Medtech is a very broad sector – it covers any technology that can be used in a care setting, which covers disposables, capital equipment and surgical procedure innovations, through to implant technology, biomaterials and connected health IT. Medtech accounts for all devices with which a patient can be diagnosed or treated: in diagnostics, a medical device is typically used in or on the patient, whereas in vitro diagnostics (IVD) devices are used in laboratories; therapy tends to be on the physical level, whereas pharma/biotech is on the chemical/biological level.
‘‘Combinations have appeared on the market, including drug/device combinations – such as drug eluding stents – and devices which combine diagnostics and therapy into one e.g. endoscopes with surgical tips.” – Wolfgang Rencken, CEO of Sphere Medical
Therapeutics is a broad field. The biggest categories are orthopaedics – although this is much smaller because due to commoditisation – wound care, and cardiovascular – the segment which includes pacemakers.
‘‘When categorising medtech, you probably get a different answer from everyone you ask! Historically, medtech has been crudely divided into diagnostics and therapeutics, with diagnostics being subdivided again into in vitro diagnostics – anything lab based – consumable based devices, and imaging based devices. That’s a crude way of splitting it. Some people include health IT within the broad umbrella of health-tech these days – a lot of investors who have been active in medtech have started to invest a lot in health IT or digital health as well” – Christoph Ruedig, Partner at Albion Ventures
What are the most exciting medtech areas?

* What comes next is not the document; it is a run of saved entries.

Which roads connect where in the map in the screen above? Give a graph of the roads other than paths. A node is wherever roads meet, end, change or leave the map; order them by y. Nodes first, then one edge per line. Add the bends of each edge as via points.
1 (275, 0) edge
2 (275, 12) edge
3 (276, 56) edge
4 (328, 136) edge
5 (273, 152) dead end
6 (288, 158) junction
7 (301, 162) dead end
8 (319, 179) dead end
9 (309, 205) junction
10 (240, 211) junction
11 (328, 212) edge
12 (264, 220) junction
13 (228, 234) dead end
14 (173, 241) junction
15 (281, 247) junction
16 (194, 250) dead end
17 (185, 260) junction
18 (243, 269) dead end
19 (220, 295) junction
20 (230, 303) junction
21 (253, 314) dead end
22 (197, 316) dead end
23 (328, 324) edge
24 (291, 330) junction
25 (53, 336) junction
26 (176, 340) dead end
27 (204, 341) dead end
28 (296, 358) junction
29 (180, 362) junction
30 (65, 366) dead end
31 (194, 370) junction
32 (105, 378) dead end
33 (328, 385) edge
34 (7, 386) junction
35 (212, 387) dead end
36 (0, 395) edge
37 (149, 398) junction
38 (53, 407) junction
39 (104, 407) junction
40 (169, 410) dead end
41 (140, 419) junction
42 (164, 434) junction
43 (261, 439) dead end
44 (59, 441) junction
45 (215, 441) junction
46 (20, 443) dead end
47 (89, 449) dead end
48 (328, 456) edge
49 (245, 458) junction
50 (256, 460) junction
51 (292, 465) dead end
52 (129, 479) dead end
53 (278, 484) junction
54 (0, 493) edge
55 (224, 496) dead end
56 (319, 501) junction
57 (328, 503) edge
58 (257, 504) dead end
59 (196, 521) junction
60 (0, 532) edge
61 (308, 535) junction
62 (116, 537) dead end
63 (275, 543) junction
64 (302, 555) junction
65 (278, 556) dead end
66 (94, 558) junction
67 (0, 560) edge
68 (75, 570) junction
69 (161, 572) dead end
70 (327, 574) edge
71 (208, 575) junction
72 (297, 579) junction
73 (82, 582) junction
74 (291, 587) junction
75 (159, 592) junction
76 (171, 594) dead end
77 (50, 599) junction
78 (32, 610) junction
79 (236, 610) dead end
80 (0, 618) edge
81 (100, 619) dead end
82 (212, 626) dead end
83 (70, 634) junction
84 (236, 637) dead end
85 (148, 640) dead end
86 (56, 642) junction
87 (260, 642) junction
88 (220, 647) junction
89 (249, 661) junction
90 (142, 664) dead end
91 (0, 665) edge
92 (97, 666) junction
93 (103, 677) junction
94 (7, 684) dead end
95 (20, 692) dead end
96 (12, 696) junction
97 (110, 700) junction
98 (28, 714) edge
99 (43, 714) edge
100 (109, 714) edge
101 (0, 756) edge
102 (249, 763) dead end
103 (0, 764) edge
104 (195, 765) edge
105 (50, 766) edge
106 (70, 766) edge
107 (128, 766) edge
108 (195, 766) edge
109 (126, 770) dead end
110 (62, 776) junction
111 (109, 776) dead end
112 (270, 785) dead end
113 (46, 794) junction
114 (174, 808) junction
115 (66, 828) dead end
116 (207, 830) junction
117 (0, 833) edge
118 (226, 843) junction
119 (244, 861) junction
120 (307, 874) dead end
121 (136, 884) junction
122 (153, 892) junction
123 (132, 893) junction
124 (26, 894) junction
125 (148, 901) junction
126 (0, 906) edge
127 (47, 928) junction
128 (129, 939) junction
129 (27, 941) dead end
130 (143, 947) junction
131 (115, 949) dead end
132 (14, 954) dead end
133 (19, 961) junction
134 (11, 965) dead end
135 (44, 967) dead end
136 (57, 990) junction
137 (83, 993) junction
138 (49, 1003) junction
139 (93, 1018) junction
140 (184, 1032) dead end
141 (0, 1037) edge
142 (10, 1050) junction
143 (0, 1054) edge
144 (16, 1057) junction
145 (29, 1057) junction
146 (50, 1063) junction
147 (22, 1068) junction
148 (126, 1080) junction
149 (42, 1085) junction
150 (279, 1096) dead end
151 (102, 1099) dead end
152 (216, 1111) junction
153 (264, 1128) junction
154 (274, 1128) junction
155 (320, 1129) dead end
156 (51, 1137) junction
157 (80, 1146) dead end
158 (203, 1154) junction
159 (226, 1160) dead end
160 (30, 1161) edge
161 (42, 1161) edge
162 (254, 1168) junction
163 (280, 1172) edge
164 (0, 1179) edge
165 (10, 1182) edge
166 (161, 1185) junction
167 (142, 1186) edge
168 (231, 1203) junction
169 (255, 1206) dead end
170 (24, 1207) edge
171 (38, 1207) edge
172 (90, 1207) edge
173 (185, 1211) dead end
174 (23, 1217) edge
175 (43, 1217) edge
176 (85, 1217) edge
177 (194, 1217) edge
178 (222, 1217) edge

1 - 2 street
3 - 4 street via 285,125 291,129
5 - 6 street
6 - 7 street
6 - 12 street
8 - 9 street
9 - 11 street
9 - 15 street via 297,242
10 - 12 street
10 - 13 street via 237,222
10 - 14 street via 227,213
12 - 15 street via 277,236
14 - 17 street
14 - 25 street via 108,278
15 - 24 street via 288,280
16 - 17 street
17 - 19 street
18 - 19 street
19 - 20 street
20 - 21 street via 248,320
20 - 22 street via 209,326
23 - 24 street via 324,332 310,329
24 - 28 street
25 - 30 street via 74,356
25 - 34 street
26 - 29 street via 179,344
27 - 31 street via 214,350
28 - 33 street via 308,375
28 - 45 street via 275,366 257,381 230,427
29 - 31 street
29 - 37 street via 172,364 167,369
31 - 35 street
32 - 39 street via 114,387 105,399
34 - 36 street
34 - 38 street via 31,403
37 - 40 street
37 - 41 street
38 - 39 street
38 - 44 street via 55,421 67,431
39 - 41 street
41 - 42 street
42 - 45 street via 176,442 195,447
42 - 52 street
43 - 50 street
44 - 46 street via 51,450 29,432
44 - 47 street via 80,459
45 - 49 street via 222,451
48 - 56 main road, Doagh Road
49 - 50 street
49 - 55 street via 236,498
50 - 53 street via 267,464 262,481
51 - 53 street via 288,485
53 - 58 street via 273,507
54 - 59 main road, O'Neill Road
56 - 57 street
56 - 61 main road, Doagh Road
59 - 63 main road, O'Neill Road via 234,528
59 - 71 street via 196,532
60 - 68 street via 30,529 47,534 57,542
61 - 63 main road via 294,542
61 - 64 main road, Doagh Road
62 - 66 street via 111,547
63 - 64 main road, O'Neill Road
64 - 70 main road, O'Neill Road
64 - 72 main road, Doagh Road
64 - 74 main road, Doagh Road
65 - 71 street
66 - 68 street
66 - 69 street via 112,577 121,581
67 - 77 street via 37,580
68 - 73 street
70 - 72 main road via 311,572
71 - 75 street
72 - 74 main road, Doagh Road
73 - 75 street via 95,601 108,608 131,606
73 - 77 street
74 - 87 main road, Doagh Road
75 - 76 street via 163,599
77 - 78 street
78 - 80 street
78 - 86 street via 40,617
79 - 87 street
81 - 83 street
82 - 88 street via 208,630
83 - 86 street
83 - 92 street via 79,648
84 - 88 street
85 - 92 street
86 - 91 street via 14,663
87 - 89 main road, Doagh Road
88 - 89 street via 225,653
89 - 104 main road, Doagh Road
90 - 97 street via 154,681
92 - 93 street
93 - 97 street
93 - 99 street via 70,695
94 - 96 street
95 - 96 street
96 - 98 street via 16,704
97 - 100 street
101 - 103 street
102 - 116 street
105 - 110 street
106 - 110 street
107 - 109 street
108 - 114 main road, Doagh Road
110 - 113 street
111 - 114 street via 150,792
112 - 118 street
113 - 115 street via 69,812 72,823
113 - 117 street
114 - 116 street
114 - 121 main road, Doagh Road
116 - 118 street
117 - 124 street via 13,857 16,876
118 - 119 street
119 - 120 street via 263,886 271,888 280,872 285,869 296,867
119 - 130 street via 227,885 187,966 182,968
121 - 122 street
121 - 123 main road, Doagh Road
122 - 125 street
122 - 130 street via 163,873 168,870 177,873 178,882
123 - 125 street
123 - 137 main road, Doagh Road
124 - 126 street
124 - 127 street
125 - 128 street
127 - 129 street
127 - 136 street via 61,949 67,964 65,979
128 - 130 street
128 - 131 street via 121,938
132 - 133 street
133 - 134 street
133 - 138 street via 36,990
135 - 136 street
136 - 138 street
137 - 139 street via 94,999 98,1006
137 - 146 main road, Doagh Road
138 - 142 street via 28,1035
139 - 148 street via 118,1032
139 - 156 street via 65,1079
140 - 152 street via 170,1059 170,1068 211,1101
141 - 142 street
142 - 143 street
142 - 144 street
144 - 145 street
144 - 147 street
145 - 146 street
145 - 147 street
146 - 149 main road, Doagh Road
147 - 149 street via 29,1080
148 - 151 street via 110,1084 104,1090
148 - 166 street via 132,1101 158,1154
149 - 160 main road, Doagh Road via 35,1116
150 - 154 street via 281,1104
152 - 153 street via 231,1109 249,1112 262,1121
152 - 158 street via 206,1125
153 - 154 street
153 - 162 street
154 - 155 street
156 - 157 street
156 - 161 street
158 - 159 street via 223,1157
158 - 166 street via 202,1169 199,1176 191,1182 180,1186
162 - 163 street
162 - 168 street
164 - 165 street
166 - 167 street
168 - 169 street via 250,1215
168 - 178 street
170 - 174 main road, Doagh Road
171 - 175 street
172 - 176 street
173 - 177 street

People will always need medical technology, and the ways in which people get sick aren’t going to be affected by the market. But whilst the need for medtech may not be under risk any time soon, the ways in which money is made from the sector are constantly changing, as new technology arrives and certain areas begin to become unprofitable through lack of innovation. A recent review by Deloitte showed that IVD is the largest subsector within medtech, projected to grow annually by 5.1% until 2020, whereas neurology took the title of fastest growing segment. Other areas of interest include companion diagnostics – medical devices that provide information for the safe use of corresponding drugs – and patient-empowering and information-leveraging (PI) technologies – products that blur the lines between medical devices and health IT, and are becoming more and more commonplace in an era when everyone has a smartphone at their disposal. We asked our three experts which areas they saw as being hot stuff in 2016.
“Digital technologies allowing connected health, point of care and companion diagnostics and minimally invasive surgical devices/approaches remain an area of disruption and opportunity.” – Peter Dines, investment director and head of life sciences at Mercia
“Orthopaedics and robotics have certainly grabbed a lot of headlines recently. There’s been a flurry of M&A activity seen with the big players such as Johnson & Johnson and Medtronic buying smaller start-up companies in these areas. Another major development is the trend towards non-invasive or minimally invasive diagnostics such as wearable sensors. Examples of these are the Google/Novartis collaboration on a contact lens which can measure glucose, or the already marketed patches from Medtronic or Abbott and other players in the diabetic control field. I am also very excited about the recent developments in the medical monitoring and diagnostic devices space.” – Wolfgang Rencken
“We’ve seen some interesting things with minimally invasive surgery, and I think this area will grow, just because medically it makes sense. Rather than opening someone up in a major surgery, if you can do the same surgery minimally invasively, that’s clearly better for patient outcomes. Technology is getting better there.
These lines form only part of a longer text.